I'll explain my global model and subsets so it may be clear why the code takes so long to run: It is a gam with 19 variables and 4 interaction terms (all numeric with the exception of "year" which is categorical). There are certain variables that cannot appear together in a model because one is an alternate version of the other so I have subset these. Things are further complicated with the interaction terms because when the interaction term is in a model, the smoothed version of a term cannot be a main effect since the unsmoothed version of the term is automatically included, nor can the unsmoothed version of the term appear as a main effect when the interaction term is not in the model since there may already be the smoothed version of the term. Either option would result in double representation of one term in a model and so I have subsetted those options out as well. Here is the code showing the global model and code for the dredge:

library(MuMIn)
options(na.action = "na.fail")

real.model2 <- gam(resqpa ~ factor(year) + s(elev) + factor(year)*elev + 
s(bf1) + s(bf2) + s(bf3) + s(open) + s(water) + s(bfbs1) + s(bfbs2) + 
s(bfbs3) + s(bs2) + s(bs3) + s(mix) + s(cs1) + s(cs2) + factor(year)*bfbs2 + 
factor(year)*bfbs3 + factor(year)*bs2 + factor(year)*bs3 + s(allbf) + s(ct1) 
+ s(ct2) + s(allcs), family=binomial(link="cloglog"))

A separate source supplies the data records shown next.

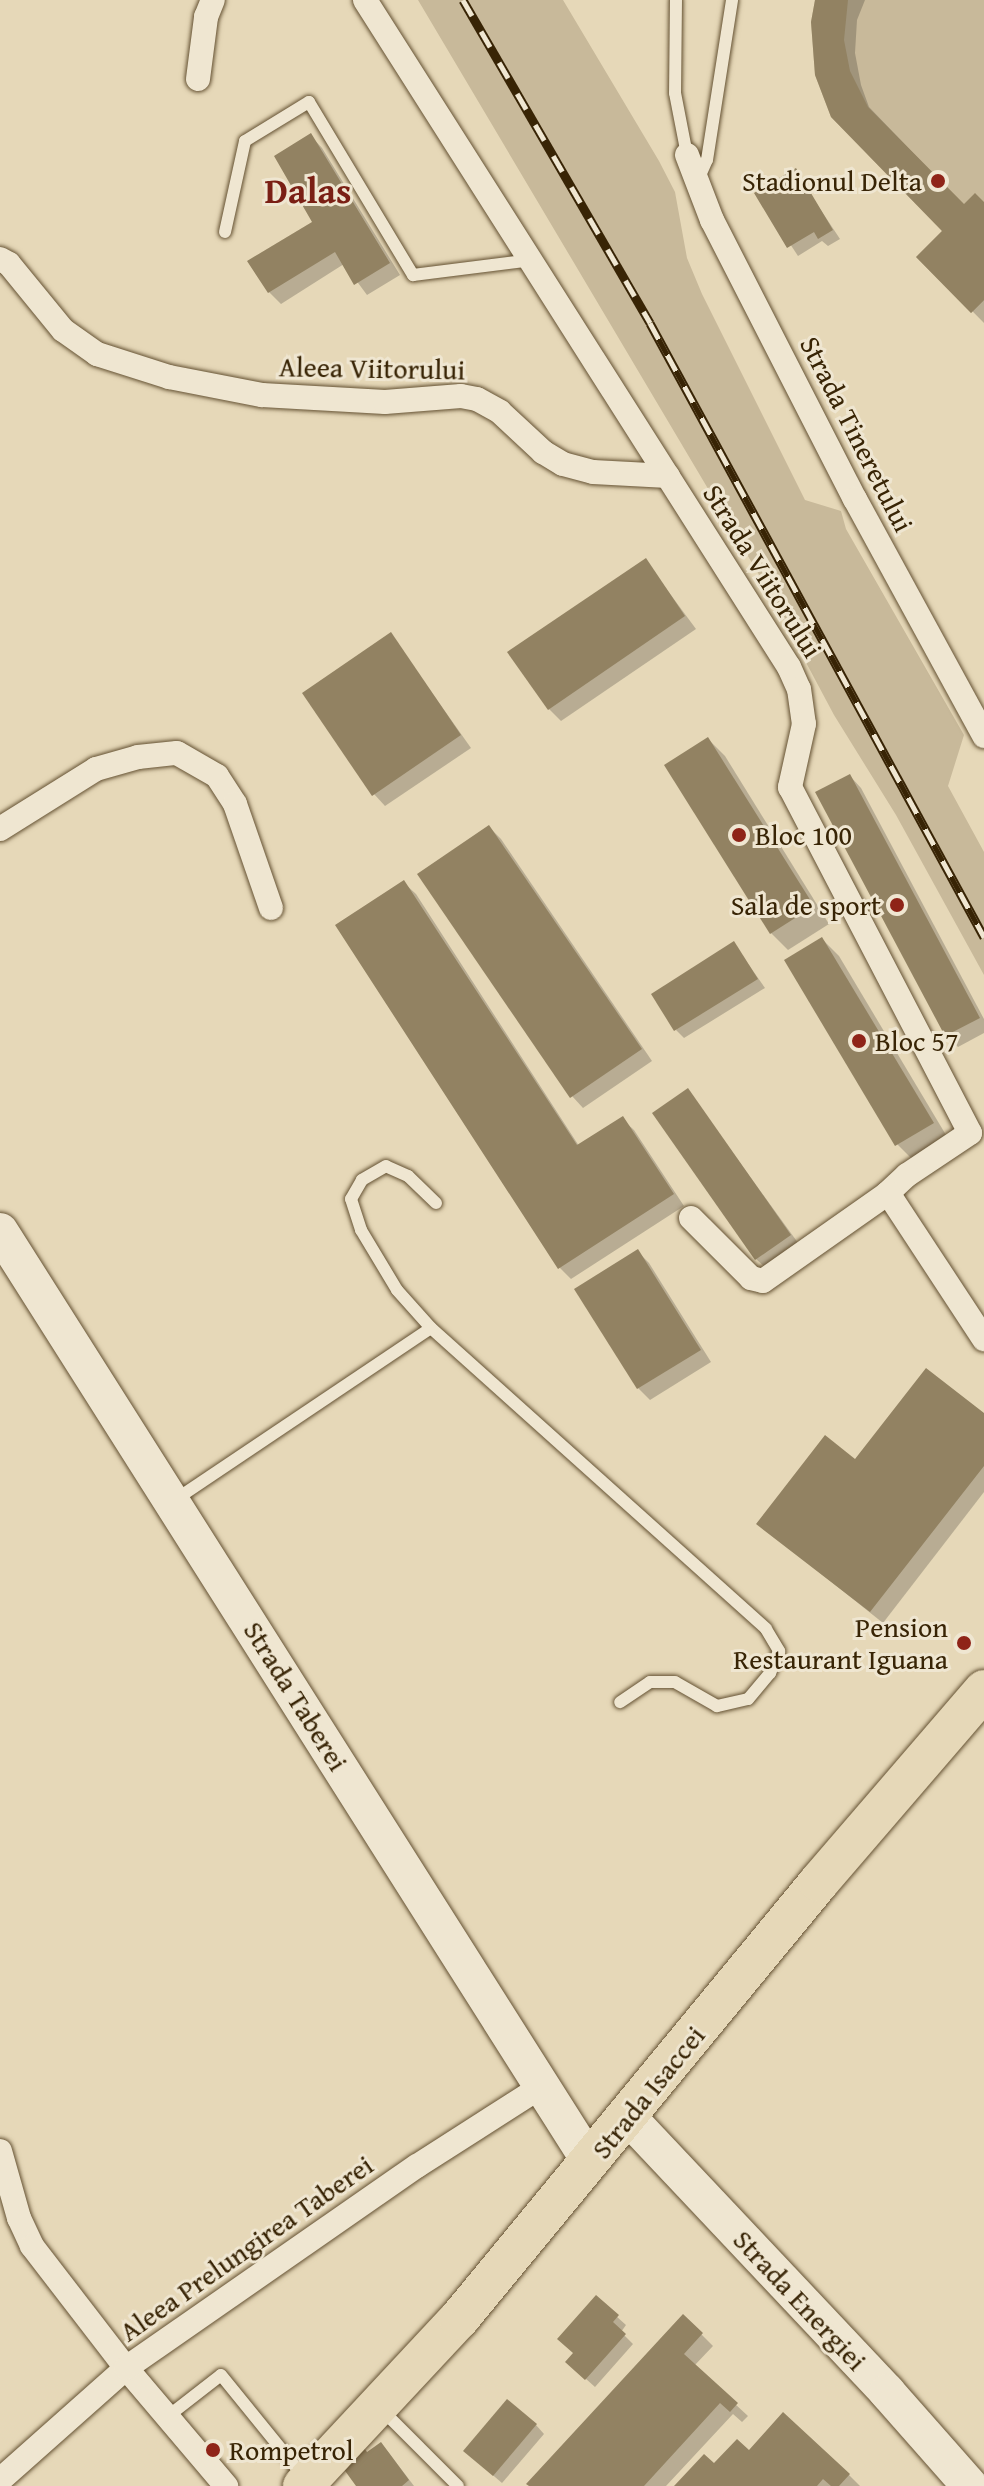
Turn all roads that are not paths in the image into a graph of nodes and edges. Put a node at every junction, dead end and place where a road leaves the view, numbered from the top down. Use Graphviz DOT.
graph roads {
  1 [pos="213,0"];
  2 [pos="365,0"];
  3 [pos="676,0"];
  4 [pos="732,0"];
  5 [pos="198,79"];
  6 [pos="687,155"];
  7 [pos="698,180"];
  8 [pos="225,232"];
  9 [pos="0,259"];
  10 [pos="532,260"];
  11 [pos="668,476"];
  12 [pos="984,736"];
  13 [pos="0,829"];
  14 [pos="271,908"];
  15 [pos="977,1129"];
  16 [pos="888,1193"];
  17 [pos="436,1203"];
  18 [pos="691,1218"];
  19 [pos="0,1231"];
  20 [pos="431,1328"];
  21 [pos="984,1339"];
  22 [pos="173,1502"];
  23 [pos="984,1690"];
  24 [pos="620,1702"];
  25 [pos="542,2086"];
  26 [pos="628,2117"];
  27 [pos="0,2151"];
  28 [pos="590,2162"];
  29 [pos="126,2368"];
  30 [pos="378,2406"];
  31 [pos="167,2417"];
  32 [pos="0,2480"];
  33 [pos="305,2484"];
  34 [pos="226,2486"];
  35 [pos="458,2486"];
  36 [pos="970,2486"];
  1 -- 5 [label="street"];
  2 -- 10 [label="street, Strada Viitorului"];
  3 -- 6 [label="lane"];
  4 -- 7 [label="lane"];
  6 -- 7 [label="street, Strada Tineretului"];
  7 -- 12 [label="street, Strada Tineretului"];
  8 -- 10 [label="lane"];
  9 -- 11 [label="street, Aleea Viitorului"];
  10 -- 11 [label="street, Strada Viitorului"];
  11 -- 15 [label="street, Strada Viitorului"];
  13 -- 14 [label="street"];
  15 -- 16 [label="street, Strada Viitorului"];
  16 -- 18 [label="street, Strada Viitorului"];
  16 -- 21 [label="street"];
  17 -- 20 [label="lane"];
  19 -- 22 [label="street, Strada Taberei"];
  20 -- 22 [label="lane"];
  20 -- 24 [label="lane"];
  22 -- 25 [label="street, Strada Taberei"];
  23 -- 26 [label="main road, Strada Isaccei"];
  25 -- 28 [label="street, Strada Taberei"];
  25 -- 29 [label="street, Aleea Prelungirea Taberei"];
  26 -- 28 [label="main road, Strada Isaccei"];
  26 -- 36 [label="street, Strada Energiei"];
  27 -- 29 [label="street"];
  28 -- 30 [label="main road, Strada Isaccei"];
  29 -- 31 [label="street"];
  29 -- 32 [label="street, Aleea Prelungirea Taberei"];
  30 -- 33 [label="main road, Strada Isaccei"];
  30 -- 35 [label="lane"];
  31 -- 33 [label="lane"];
  31 -- 34 [label="street"];
}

fits6 <- dredge(real.model2, subset =  (!("s(allbf)" & "s(bf1)")) 
            & (!("s(allbf)" & "s(bf2)")) 
            & (!("s(allbf)" & "s(bf3)")) 
            & (!("s(ct1)" & "s(bf1)")) 
            & (!("s(ct1)" & "s(bfbs1)")) 
            & (!("s(ct2)" & "s(bf2)")) 
            & (!("s(ct2)" & "s(bfbs2)"))
            & (!("s(ct2)" & "s(bs2)"))
            & (!("s(allcs)" & "s(cs1)"))
            & (!("s(allcs)" & "s(cs2)"))
            & (!(`s(elev)` & "elev:factor(year)")) & (!elev  | `elev:factor(year)`) 
            & (!(`s(bfbs2)` & "bfbs2:factor(year)")) & (!bfbs2  | `bfbs2:factor(year)`) 
            & (!(`s(bfbs3)` & "bfbs3:factor(year)")) & (!bfbs3  | `bfbs3:factor(year)`) 
            & (!(`s(bs2)` & "bs2:factor(year)")) & (!bs2  | `bs2:factor(year)`) 
            & (!(`s(bs3)` & "bs3:factor(year)")) & (!bs3  | `bs3:factor(year)`))

After R crashed the second time I ran a diagnostic; however, the time stamp for the error did not match the time when R crashed so I don't know if this is informative or not.

24 Sep 2018 03:06:26 [rdesktop] ERROR system error 231 (All pipe instances 
are busy); OCCURRED AT: virtual void 
rstudio::core::http::NamedPipeAsyncClient::connectAndWriteRequest()

Is this a problem with needing more computational power, or is there a more concise/more correct way of writing this code that will allow it to finish? Thanks in advance for any help with this!

1

There are 1 best solutions below

0
On

It is difficult to tell what caused the error if you run R through RStudio. Try running your R script in plain R, in a console rather than RGui (or via R CMD batch), so your output is preserved after the crash. Also set dredge argument trace to TRUE, so you can see which model is causing the problem.

Another way is to create a list of all model calls via dredge(..., evaluate = FALSE), over which you can loop afterwards, eval-uating the calls. You can store all these model objects in a list, but this will create an extremely huge object, so might be better to save them on disk each time instead of keeping in memory, and/or create partial model selection tables that can be merged with rbind later on. This approach has the advantage that you can restart your loop past the point it crashed previously (if you save all the necessary data on disk).